YOUR TASK
On how many lines of these entries does the word "West" occur? State the number alone.

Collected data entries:
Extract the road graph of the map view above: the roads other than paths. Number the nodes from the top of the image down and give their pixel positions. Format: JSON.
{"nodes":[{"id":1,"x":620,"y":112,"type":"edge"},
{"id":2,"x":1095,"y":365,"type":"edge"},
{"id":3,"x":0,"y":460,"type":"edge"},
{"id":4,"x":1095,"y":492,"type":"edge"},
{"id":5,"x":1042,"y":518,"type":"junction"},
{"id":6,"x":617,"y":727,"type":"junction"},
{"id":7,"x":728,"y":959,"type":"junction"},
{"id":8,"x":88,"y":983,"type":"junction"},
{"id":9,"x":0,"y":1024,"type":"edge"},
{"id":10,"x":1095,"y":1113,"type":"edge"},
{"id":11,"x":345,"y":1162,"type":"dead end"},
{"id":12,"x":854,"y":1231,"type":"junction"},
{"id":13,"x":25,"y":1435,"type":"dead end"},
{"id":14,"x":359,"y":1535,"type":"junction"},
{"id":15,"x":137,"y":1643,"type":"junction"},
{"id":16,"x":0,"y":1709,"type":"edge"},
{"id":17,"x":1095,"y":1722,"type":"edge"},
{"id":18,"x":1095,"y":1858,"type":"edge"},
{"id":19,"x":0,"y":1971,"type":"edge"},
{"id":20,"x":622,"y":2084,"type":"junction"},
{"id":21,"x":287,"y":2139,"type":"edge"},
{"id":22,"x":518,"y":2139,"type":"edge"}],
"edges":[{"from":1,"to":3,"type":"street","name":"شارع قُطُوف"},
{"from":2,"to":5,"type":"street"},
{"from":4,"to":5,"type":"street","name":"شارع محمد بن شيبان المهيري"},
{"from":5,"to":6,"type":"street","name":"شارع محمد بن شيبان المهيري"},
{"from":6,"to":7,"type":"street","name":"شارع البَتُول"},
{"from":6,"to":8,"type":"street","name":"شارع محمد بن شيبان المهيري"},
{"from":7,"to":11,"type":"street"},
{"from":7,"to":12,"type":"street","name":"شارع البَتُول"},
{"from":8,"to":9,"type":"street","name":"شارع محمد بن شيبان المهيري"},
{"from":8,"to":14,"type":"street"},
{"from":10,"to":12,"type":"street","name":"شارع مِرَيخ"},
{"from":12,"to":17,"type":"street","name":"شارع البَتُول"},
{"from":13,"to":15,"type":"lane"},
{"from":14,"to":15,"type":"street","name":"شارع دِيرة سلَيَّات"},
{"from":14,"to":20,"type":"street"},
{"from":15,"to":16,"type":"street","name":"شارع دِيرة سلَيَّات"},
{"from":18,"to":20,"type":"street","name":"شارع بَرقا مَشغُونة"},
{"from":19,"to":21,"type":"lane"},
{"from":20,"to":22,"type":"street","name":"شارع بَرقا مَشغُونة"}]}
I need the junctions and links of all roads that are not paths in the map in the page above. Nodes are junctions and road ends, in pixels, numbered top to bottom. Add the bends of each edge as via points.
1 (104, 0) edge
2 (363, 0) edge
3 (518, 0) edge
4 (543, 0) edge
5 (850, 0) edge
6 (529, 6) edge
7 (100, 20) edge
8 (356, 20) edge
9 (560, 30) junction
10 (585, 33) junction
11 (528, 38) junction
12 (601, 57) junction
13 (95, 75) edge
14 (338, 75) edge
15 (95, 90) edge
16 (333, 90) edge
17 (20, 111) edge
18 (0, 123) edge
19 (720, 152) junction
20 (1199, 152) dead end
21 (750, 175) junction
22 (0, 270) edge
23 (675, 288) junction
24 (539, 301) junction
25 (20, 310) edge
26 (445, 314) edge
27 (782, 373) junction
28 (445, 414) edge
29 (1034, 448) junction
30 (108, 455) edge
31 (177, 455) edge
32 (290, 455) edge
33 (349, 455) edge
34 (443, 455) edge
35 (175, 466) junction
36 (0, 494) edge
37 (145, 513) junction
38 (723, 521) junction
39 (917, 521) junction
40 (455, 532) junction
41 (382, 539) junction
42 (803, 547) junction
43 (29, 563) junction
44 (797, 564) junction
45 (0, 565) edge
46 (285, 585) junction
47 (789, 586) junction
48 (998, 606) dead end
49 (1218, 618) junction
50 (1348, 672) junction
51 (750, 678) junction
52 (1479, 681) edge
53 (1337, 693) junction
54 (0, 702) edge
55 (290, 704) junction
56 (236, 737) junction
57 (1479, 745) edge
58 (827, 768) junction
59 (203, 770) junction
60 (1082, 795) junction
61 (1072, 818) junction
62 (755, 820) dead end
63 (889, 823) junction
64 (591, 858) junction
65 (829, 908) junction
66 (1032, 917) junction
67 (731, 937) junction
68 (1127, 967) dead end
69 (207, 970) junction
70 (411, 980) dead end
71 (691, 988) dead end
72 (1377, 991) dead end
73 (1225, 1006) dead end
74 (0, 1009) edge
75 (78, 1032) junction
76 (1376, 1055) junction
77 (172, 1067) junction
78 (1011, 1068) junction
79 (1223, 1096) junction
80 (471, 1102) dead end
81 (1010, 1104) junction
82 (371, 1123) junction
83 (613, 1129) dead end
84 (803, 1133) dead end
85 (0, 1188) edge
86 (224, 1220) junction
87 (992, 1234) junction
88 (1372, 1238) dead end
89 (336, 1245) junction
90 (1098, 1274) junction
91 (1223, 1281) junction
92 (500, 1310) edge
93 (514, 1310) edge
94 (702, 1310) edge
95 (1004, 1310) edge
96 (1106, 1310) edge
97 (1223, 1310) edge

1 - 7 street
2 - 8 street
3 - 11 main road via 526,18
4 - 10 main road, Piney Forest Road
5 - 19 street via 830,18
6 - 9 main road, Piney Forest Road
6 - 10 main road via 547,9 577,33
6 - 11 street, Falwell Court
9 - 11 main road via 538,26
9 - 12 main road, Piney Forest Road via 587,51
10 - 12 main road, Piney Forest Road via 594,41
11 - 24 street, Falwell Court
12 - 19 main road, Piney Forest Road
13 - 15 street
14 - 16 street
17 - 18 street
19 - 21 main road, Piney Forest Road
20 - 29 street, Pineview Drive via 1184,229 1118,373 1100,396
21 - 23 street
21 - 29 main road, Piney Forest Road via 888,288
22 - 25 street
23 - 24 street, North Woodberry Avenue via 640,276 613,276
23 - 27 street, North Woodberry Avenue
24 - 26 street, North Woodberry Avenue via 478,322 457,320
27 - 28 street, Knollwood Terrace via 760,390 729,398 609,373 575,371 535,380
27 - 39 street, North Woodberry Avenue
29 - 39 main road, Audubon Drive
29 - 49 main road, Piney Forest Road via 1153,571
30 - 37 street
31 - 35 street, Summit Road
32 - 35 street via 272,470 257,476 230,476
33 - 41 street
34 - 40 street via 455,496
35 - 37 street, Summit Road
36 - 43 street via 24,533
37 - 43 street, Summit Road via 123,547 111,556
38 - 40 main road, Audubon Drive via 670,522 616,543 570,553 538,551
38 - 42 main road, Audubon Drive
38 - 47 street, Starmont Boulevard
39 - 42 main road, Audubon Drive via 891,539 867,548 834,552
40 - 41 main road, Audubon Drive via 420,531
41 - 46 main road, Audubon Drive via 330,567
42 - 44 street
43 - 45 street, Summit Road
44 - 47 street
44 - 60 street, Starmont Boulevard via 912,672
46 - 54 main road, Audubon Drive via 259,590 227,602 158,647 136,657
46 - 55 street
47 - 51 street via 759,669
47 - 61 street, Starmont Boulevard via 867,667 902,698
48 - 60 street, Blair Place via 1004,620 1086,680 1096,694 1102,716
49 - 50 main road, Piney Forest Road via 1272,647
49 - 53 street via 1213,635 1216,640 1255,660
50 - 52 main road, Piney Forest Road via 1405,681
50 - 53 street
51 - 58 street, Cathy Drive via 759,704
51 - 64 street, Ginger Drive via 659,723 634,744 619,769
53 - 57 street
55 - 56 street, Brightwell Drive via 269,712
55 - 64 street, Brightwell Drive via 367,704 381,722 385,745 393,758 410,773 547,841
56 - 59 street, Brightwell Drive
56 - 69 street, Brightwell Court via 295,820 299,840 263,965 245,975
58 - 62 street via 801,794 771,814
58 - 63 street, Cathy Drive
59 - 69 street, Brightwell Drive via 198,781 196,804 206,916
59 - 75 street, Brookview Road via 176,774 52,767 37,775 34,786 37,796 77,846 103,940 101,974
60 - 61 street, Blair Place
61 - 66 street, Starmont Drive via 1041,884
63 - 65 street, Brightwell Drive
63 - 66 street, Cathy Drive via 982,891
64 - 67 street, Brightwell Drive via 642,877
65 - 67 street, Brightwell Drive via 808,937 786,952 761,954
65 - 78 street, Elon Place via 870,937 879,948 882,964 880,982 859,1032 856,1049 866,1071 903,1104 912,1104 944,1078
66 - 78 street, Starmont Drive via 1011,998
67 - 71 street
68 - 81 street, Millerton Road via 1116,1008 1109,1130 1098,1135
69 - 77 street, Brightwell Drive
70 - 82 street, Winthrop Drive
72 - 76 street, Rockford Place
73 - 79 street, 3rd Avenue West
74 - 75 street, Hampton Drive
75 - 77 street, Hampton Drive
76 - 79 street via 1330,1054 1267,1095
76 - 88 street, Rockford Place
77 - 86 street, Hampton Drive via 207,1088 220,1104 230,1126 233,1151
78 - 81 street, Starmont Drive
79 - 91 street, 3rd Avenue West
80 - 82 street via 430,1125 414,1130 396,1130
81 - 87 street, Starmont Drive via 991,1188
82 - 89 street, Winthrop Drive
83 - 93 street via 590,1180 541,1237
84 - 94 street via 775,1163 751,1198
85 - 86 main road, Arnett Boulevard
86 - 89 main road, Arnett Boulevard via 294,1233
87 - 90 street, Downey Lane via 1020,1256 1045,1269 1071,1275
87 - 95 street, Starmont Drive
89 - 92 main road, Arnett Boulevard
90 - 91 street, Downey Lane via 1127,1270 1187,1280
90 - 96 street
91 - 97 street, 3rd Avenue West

PROBLEM SOLUTION
3